Where I'd still hesitate — the honest limits

This isn't "MongoDB is bad," it's "reach for it on purpose." JSONB has real edges:

  • Deep partial updates are clumsy. Updating one field deep inside a big document with jsonb_set works, but it rewrites the whole value, and the syntax is nobody's favorite. If your workload is constant tiny mutations of large nested documents, a document database's update operators are genuinely nicer.
  • Documents are still rows. A multi-megabyte JSONB value per row will push Postgres into TOAST storage and your performance assumptions change. JSONB is for "a flexible part of a record," not "I'm storing 5 MB blobs and querying into them constantly."
  • No schema means no schema. The flexibility cuts both ways — Postgres won't stop you writing inconsistent shapes into the column. If half your value is in the structure, model it as columns and let the database enforce it.

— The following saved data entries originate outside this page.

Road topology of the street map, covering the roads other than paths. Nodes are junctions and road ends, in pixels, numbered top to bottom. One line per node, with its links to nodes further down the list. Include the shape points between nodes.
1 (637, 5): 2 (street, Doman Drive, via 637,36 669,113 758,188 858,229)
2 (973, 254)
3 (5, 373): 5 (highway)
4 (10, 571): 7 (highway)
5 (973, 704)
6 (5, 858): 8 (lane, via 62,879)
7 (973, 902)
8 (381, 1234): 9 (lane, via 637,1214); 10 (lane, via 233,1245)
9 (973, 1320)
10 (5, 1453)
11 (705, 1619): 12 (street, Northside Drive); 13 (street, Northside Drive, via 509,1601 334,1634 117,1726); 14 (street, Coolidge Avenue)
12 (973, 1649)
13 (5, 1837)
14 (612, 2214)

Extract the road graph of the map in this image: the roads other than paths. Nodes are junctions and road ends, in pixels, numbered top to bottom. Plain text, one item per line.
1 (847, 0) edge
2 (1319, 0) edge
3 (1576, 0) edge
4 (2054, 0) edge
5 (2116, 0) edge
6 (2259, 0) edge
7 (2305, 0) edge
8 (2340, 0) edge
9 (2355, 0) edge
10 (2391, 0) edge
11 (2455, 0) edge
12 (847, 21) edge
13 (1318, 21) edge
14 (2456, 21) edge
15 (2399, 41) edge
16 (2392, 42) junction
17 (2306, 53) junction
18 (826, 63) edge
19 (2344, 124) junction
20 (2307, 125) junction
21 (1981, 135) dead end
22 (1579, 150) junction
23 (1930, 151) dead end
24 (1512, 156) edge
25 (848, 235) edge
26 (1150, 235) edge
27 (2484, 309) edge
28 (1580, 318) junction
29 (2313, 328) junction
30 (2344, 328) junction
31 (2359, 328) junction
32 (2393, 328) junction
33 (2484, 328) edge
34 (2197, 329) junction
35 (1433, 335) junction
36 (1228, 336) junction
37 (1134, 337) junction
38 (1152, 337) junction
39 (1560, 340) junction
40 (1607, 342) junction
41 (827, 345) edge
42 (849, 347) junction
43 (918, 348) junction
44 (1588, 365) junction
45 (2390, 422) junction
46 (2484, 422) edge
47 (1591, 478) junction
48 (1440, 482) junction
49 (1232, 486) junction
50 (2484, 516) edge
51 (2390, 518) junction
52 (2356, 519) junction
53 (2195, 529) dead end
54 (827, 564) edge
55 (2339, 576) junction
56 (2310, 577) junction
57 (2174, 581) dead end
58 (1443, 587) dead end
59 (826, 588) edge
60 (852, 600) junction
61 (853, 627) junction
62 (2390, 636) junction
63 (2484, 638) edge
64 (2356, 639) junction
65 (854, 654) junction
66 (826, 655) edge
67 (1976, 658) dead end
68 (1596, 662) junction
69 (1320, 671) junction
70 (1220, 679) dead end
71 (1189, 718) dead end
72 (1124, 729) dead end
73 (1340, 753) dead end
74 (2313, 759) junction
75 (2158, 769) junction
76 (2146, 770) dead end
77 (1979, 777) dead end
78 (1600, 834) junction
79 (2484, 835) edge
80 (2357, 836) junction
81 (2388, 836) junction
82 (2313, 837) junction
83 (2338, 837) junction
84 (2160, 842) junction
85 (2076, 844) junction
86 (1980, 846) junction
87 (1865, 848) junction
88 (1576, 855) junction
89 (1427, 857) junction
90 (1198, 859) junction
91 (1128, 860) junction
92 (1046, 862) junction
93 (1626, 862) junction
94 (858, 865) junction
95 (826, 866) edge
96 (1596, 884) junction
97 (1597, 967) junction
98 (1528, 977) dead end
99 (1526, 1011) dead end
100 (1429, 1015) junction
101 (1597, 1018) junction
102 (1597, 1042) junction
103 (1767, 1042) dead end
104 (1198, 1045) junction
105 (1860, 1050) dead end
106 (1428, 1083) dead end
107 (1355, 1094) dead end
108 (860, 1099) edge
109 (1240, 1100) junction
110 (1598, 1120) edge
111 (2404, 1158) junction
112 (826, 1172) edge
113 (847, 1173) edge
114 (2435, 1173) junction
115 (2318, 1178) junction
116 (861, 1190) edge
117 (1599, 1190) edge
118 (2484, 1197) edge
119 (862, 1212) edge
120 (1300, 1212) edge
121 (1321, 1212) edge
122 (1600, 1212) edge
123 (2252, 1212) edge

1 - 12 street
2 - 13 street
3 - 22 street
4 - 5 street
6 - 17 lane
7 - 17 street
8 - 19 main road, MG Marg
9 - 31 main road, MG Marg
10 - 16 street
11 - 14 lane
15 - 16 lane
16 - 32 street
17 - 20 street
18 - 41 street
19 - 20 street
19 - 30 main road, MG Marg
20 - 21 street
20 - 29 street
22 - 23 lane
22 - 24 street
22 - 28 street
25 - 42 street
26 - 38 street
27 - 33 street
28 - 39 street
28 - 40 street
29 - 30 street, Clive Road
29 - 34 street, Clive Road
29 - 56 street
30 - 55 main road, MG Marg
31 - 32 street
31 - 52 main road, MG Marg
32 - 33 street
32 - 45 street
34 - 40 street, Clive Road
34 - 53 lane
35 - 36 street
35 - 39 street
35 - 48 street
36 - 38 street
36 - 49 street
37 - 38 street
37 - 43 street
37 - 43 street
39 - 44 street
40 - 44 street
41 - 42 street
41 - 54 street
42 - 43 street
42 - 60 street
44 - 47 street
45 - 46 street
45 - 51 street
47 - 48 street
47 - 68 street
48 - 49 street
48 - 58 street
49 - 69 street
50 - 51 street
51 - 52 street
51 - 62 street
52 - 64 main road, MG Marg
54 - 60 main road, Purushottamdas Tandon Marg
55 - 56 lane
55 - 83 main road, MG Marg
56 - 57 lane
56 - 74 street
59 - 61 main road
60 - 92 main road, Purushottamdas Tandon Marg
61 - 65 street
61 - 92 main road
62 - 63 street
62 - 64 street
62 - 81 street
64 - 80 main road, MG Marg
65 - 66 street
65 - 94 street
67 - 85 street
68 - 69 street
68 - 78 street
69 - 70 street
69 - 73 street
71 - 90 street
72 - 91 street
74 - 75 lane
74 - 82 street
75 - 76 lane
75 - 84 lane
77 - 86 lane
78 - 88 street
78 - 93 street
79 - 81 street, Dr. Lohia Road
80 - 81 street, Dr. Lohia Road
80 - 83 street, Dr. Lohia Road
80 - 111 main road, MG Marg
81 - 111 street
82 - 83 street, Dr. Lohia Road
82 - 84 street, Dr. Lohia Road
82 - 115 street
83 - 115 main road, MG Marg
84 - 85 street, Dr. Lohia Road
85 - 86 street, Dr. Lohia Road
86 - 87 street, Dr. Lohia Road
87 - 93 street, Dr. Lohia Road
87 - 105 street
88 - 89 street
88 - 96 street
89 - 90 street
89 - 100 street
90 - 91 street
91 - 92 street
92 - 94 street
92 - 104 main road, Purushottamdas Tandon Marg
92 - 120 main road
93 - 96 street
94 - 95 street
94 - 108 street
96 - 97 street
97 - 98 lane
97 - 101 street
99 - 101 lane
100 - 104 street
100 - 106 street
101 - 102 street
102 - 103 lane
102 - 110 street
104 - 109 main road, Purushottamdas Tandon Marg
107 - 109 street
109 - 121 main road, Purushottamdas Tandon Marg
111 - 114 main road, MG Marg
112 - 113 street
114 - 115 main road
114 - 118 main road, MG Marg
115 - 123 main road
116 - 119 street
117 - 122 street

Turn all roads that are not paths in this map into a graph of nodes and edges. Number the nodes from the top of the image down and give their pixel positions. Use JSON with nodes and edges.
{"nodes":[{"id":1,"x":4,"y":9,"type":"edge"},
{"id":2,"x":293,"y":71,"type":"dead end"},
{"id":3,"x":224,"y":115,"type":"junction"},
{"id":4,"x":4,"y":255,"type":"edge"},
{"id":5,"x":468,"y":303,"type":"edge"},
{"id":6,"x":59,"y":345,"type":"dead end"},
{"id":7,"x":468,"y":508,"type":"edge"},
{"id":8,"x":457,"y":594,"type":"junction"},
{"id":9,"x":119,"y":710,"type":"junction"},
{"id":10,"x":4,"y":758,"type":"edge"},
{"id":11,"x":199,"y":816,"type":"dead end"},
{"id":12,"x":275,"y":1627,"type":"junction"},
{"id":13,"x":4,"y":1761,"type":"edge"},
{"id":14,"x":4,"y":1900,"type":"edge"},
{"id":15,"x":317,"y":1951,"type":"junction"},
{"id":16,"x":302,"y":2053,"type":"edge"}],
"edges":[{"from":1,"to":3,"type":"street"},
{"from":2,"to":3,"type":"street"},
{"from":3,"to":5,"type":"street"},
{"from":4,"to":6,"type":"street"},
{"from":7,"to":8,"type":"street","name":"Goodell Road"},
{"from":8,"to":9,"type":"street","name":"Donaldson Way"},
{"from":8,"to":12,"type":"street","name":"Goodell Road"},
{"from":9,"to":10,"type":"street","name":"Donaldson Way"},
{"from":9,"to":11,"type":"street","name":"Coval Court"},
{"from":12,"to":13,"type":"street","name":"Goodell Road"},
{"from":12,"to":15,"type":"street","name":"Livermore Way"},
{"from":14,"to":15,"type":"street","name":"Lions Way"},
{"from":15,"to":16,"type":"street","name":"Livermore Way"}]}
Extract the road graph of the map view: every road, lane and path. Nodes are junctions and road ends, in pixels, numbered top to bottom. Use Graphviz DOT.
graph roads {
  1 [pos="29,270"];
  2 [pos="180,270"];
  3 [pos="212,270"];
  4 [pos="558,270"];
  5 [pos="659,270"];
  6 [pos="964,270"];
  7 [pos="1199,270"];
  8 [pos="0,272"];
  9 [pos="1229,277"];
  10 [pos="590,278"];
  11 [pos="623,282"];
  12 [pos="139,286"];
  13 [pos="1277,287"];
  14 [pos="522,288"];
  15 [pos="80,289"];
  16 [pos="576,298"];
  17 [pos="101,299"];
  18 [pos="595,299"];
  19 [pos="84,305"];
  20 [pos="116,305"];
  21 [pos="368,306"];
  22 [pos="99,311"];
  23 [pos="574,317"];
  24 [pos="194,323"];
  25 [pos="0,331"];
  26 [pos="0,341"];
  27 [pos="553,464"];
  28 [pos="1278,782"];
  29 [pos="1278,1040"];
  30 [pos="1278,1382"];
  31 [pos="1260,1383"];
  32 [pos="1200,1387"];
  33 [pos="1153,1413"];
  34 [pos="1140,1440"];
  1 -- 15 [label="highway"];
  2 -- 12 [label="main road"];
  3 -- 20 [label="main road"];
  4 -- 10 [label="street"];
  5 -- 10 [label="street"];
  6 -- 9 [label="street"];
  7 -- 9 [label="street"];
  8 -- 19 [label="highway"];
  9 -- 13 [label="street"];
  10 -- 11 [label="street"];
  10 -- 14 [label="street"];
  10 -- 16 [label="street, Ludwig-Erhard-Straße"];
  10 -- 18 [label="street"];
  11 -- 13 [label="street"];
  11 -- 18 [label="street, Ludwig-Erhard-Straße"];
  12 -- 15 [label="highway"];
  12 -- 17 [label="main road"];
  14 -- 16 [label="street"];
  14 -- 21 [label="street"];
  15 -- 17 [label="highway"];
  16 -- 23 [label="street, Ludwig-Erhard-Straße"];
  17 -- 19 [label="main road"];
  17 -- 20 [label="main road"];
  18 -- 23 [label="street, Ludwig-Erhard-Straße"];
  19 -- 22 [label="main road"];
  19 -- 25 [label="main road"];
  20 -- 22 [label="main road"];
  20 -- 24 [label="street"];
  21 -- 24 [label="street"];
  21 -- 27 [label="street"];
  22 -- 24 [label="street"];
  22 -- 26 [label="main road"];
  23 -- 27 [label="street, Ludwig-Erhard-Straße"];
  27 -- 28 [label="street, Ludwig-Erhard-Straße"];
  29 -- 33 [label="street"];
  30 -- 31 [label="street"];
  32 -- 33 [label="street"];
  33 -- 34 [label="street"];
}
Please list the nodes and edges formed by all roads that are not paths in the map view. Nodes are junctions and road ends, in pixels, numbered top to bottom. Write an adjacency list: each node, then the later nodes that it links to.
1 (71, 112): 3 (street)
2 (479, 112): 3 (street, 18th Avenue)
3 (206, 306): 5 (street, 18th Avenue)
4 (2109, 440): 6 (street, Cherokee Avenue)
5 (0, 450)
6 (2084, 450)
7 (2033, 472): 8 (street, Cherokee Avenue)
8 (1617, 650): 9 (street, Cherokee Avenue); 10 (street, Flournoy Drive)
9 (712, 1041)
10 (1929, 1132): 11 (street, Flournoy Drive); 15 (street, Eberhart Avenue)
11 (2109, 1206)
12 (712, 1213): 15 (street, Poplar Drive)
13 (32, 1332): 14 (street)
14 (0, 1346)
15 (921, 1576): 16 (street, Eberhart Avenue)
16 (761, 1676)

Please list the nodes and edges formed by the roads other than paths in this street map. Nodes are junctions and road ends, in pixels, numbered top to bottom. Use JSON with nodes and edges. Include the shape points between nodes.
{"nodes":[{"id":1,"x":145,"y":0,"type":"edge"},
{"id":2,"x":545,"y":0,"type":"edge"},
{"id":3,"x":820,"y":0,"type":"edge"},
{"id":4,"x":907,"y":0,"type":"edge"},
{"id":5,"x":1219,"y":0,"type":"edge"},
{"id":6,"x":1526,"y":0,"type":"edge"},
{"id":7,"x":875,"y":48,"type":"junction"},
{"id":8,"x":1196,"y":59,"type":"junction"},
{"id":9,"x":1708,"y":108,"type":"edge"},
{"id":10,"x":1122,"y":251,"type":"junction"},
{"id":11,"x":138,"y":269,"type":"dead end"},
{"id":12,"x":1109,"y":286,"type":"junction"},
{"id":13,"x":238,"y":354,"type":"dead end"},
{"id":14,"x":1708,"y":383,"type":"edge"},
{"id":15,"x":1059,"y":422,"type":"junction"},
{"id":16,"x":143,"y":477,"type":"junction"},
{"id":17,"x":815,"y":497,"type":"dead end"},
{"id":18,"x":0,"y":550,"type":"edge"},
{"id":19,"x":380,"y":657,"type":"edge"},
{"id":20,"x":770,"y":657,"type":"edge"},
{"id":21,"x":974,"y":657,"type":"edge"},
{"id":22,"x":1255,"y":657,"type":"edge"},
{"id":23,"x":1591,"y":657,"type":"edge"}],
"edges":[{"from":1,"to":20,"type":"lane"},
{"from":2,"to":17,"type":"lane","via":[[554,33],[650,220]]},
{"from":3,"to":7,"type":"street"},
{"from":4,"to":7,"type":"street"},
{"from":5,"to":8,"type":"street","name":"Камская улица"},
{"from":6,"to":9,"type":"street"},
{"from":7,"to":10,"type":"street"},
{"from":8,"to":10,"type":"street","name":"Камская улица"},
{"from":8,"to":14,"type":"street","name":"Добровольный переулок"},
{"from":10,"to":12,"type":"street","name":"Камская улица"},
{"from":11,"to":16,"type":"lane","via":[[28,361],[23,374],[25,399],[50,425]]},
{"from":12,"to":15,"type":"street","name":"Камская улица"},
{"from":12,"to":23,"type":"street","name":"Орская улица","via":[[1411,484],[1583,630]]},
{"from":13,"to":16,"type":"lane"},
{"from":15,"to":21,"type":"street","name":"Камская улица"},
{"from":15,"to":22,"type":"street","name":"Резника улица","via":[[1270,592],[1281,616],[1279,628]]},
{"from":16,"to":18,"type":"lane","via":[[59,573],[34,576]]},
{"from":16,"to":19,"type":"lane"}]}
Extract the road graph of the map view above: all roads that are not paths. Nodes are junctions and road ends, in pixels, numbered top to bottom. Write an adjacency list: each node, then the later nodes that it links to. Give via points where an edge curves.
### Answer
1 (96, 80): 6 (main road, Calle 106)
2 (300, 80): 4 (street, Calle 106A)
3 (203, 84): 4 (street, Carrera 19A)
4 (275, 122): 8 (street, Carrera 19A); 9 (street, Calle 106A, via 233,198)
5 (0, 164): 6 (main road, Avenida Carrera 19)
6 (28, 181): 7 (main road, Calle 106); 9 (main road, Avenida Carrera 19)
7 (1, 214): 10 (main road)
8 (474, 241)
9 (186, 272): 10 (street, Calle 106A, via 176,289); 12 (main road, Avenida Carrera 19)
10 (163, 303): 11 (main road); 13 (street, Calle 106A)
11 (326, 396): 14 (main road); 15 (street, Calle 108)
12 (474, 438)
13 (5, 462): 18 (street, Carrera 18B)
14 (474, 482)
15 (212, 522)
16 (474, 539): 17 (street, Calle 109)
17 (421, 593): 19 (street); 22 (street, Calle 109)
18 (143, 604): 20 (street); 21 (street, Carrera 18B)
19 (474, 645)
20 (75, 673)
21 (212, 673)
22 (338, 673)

The takeaway: one database you understand

The real win wasn't a benchmark. It was operational. Every database you run is a thing to back up, monitor, secure, upgrade, and reason about when it's 2 a.m. and something's slow. Folding the "schemaless" feature into the Postgres I already operated meant zero new operational surface — same backups, same connection pool, same mental model, same transactions. Adding MongoDB would have doubled a lot of that to solve a problem Postgres had already solved a decade ago. Reach for the second database when the first one genuinely can't do the job. Increasingly, with Postgres, it can.